Even this has a parallel in the RC. The "traditional" Sunday Mass is usually the first one of the day, attended by a much smaller crowd, while the banal Oregon Catholic Press Mass (which has now been augmented by Vineyard praise songs) is later in the day when families and children are in attendance.

Yup, we've all reaped the benefits of the Novus Ordo alright.

Christine

Pastor Peters said...

Well, again, my point was not about Novus Ordo, per se, but about how it and the liturgical movement in general triggered many things. So, let me say one more time... this was not about Novus Ordo but about the things that ended up being churned up in its wake... some bad, yes... but good also came through it by the hand of God... speaking here as a Lutheran who saw the renewed interest in and excitement about worship among the churches of the Augsburg Confession. And this is my last comment in an attempt to deal with the thrust of what I was saying...

I for one cannot blame contemporary worship upon Novus Ordor -- its history is rooted in American evangelicalism and an entrepreneurial spirit seeing the Christian as a consumer. Novus Ordo helped give birth to many things but contemporary worship is not one of them... Its source is elsewhere even though it has seemingly a universal embrace among all religious traditions (a friend who is an Orthodox priest says he gets requests for praise songs in the Liturgy of St. John Chrysostom!! That did not come from Novus Ordo.

Unknown said...

Fr. Peters,

I wasn't doubting that Luther said such a thing, I just believe that such an innovation does nothing except to abolish the call of the priesthood and make the pastor into a worship leader and makes the liturgy into a conversation between him and the congregation rather than the congregation with the priest speaking and praying directly to God.

Anonymous said...

The Western "liturgical renewal" that had its roots in the Benedictine tradition got derailed by liturgists such as Father Godfrey Diekmann at St. John's Abbey, Collegeville. Father Diekmann was a peritus at the Second Vatican Council, a founding member of the International Commission on English in the Liturgy, and strongly influenced post-conciliar reform of the Liturgy. He was also an ardent supporter of inclusive language in the liturgy and women's ordination. When the Seminex crisis hit the LCMS they were cheering the dissidents on at the Abbey.

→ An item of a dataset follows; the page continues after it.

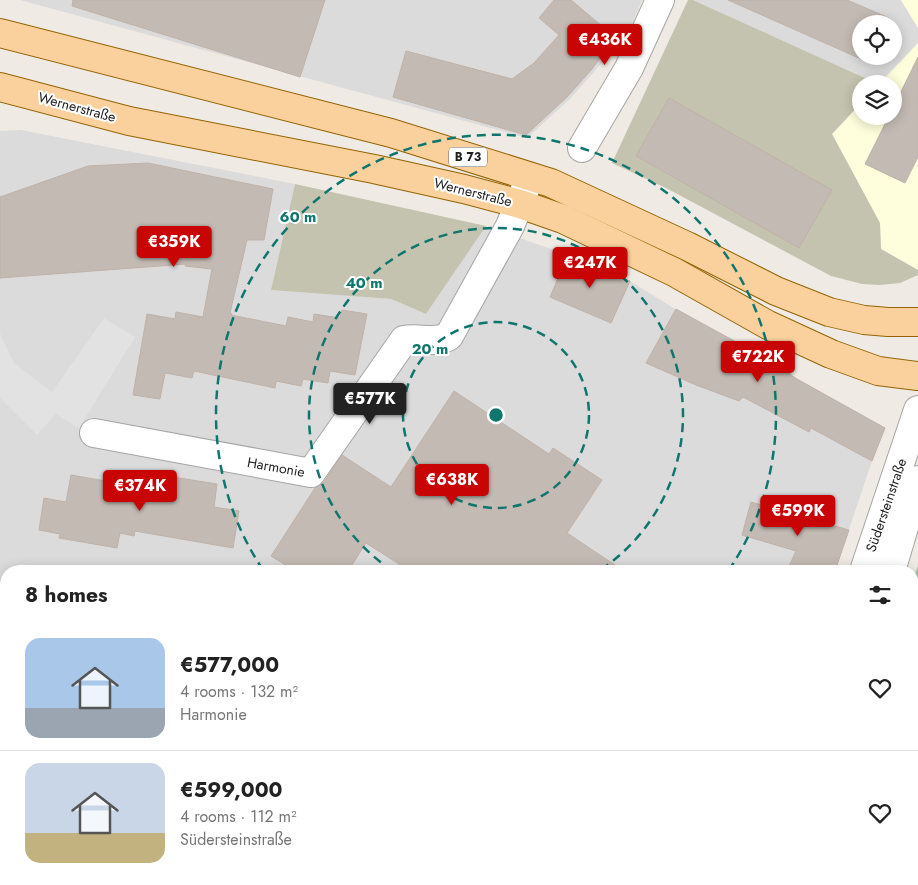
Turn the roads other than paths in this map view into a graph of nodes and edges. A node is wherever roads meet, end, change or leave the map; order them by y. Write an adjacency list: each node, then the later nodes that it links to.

Of course, even at the Council it was said that "the Rhine had flowed into the Tiber." German Benedictines were very influential in the liturgical movement.

I also agree with Chris, it is much more fruitful when pastor and people face the same direction in prayer.

Past Elder said...

Fr Godfrey? Fr Godfrey? OMG is it still 1968?

I am the German Benedictines! They did everything they could to erase what I had been taught by the RCC and reprogramme me according to the higher critical school and its liturgical action committee, the liturgical reform movement!

It was my singular misfortune to witness the construction of the novus ordo from the hands of its authors, not to mention the Kristallnacht which was its promulgation.

At any rate, I am not laying the "contemporary worship" movement up to the novus ordo; I am saying that once this new liturgy replaced the old, that the old was replaceable was no longer an issue but a demonstrated fact, and the argument is only over whether to replace it with the 1960s Roman liturgy and its wannabes and derivatives or something else.

Now, let me pull out my "Renew and Create" that Godfrey gave me after one of our conversations, in the hopes that I might aggiornamento my understanding of the regula a little!